Selain itu demokratisasi juga menghadapi permasalahan-permasalahan seperti, hubungan demokrasi dengan pembangunan. Dalam permasalahan ini (demokrasi dengan pembangunan) terdapat 2 kubu yang bertentangan yakni, kubu yang pro meyakini bahwa demokrasi akan mampu meningkatkan pembangunan di suatu negara. Mereka (kubu yang pro) meyakini bahwa pertumbuhan ekonomi dapat berlangsung lebih pesat jika didukung dengan sistem politik demokratis. Mereka melihat bahwa negara-negara di Eropa Barat mampu menekan inflasi, menjaga laju pertumbuhan ekonomi tetap stabil namun diiringi dengan pemerintahan yang demokratis. Namun disisi lain terdapat juga yang menilai bahwa sistem pemerintahan demokratis, cenderung menghambat pembangunan. Hal ini didukung dengan penelitian terhadap 98 negara antara tahun 1955-1970 menyimpulkan bahwa kompetisi politik atau demokrasi mempunyai pengaruh yang signifikan pada tingkat pertumbuhan. Negara-negara dengan rezim otoriter justru mampu meningkatkan pembangunan di negaranya. Ini bisa kita lihat di kawasan Asia Tenggara. Indonesia di bawah rezim pemerintahan Soeharto mampu mencapai swasembada pangan pada tahun 1980an. Tingkat pertumbuhan ekonomi pun mampu dipertahankan pada kisaran 6%-7%. Selain itu pada tahun 1970-an buku-buku sekolah disediakan pemerintah. Puskesmas dan sekolah negeri dibangun, pedesaan dan petani mendapat perhatian besar dengan aneka subsidi dan dukungan pemerintah. Hal ini lah yang membuat nama Indonesia cukup terpandang di kawasan Asia. Malaysia di bawah pemerintahan perdana menteri Mahatir Muhammad dengan disokong partai UMNO nya juga memerintah dengan soft authoritarian, namun masyarakat Malaysia pada saat mayoritas dapat hidup berkecukupan.
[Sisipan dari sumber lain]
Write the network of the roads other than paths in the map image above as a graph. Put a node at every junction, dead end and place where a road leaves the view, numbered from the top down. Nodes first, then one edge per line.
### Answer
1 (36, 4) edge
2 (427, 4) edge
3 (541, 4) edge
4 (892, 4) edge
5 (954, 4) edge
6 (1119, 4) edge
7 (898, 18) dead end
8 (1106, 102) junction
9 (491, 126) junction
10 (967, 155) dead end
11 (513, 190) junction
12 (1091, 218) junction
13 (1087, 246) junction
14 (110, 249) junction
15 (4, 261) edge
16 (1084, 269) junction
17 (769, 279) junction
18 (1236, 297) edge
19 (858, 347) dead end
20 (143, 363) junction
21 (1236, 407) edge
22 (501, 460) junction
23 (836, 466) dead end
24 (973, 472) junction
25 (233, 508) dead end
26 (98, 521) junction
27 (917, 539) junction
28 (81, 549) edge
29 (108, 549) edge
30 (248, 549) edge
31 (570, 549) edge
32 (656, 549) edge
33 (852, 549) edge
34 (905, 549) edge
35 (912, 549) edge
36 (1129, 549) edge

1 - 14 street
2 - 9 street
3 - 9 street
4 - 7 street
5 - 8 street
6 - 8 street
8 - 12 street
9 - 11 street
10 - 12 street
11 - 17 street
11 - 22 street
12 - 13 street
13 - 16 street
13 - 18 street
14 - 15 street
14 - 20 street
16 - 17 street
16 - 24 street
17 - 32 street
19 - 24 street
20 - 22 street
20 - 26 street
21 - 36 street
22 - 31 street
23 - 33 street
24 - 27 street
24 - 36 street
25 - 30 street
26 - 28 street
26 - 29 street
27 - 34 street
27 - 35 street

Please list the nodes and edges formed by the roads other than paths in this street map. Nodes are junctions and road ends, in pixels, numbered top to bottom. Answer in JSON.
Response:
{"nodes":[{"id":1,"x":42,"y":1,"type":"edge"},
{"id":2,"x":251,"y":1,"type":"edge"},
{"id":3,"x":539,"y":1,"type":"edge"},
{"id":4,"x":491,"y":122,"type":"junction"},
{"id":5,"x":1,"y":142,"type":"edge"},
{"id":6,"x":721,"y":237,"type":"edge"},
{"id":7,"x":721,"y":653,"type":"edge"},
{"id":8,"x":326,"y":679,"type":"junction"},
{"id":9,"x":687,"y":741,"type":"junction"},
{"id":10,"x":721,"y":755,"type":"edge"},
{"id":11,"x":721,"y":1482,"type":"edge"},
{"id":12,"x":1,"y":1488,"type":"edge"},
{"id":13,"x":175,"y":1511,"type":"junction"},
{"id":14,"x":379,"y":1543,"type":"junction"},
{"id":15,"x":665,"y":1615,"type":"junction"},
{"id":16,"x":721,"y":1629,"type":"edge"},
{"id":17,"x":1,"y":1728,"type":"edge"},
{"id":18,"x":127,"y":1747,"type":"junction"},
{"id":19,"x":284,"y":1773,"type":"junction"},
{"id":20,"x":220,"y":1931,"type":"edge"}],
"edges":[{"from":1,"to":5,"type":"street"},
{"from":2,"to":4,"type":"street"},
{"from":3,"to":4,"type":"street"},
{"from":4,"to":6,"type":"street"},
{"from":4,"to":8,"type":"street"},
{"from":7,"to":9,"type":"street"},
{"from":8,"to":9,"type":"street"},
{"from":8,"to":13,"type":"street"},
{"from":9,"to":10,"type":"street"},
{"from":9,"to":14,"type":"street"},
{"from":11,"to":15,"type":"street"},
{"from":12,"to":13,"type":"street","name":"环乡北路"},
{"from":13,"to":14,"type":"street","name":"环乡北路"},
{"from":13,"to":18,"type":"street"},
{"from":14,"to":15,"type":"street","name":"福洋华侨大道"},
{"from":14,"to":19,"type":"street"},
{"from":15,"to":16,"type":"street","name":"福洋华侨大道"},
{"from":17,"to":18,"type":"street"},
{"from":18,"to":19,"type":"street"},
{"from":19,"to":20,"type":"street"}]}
Selama 22 tahun pemerintahannya, Mahathir telah memberikan kemajuan signifikan di bidang ekonomi. Hal ini terlihat dari PDB per kapita Malaysia USD14.400, yang menunjukkan tingginya kesejahteraan di Negeri Jiran. Laju pertumbuhan ekonomi di Malaysia juga tidak terlalu mengecewakan. Negeri yang berbatasan langsung dengan Indonesia ini mempunyai tingkat pertumbuhan ekonomi 5,7 persen pada 2007, dengan tingkat kemiskinan 5,1 persen. Sementara angka pengangguran mampu ditekan menjadi 3,1 persen pada 2007 dari 10,91 juta penduduk usia kerja.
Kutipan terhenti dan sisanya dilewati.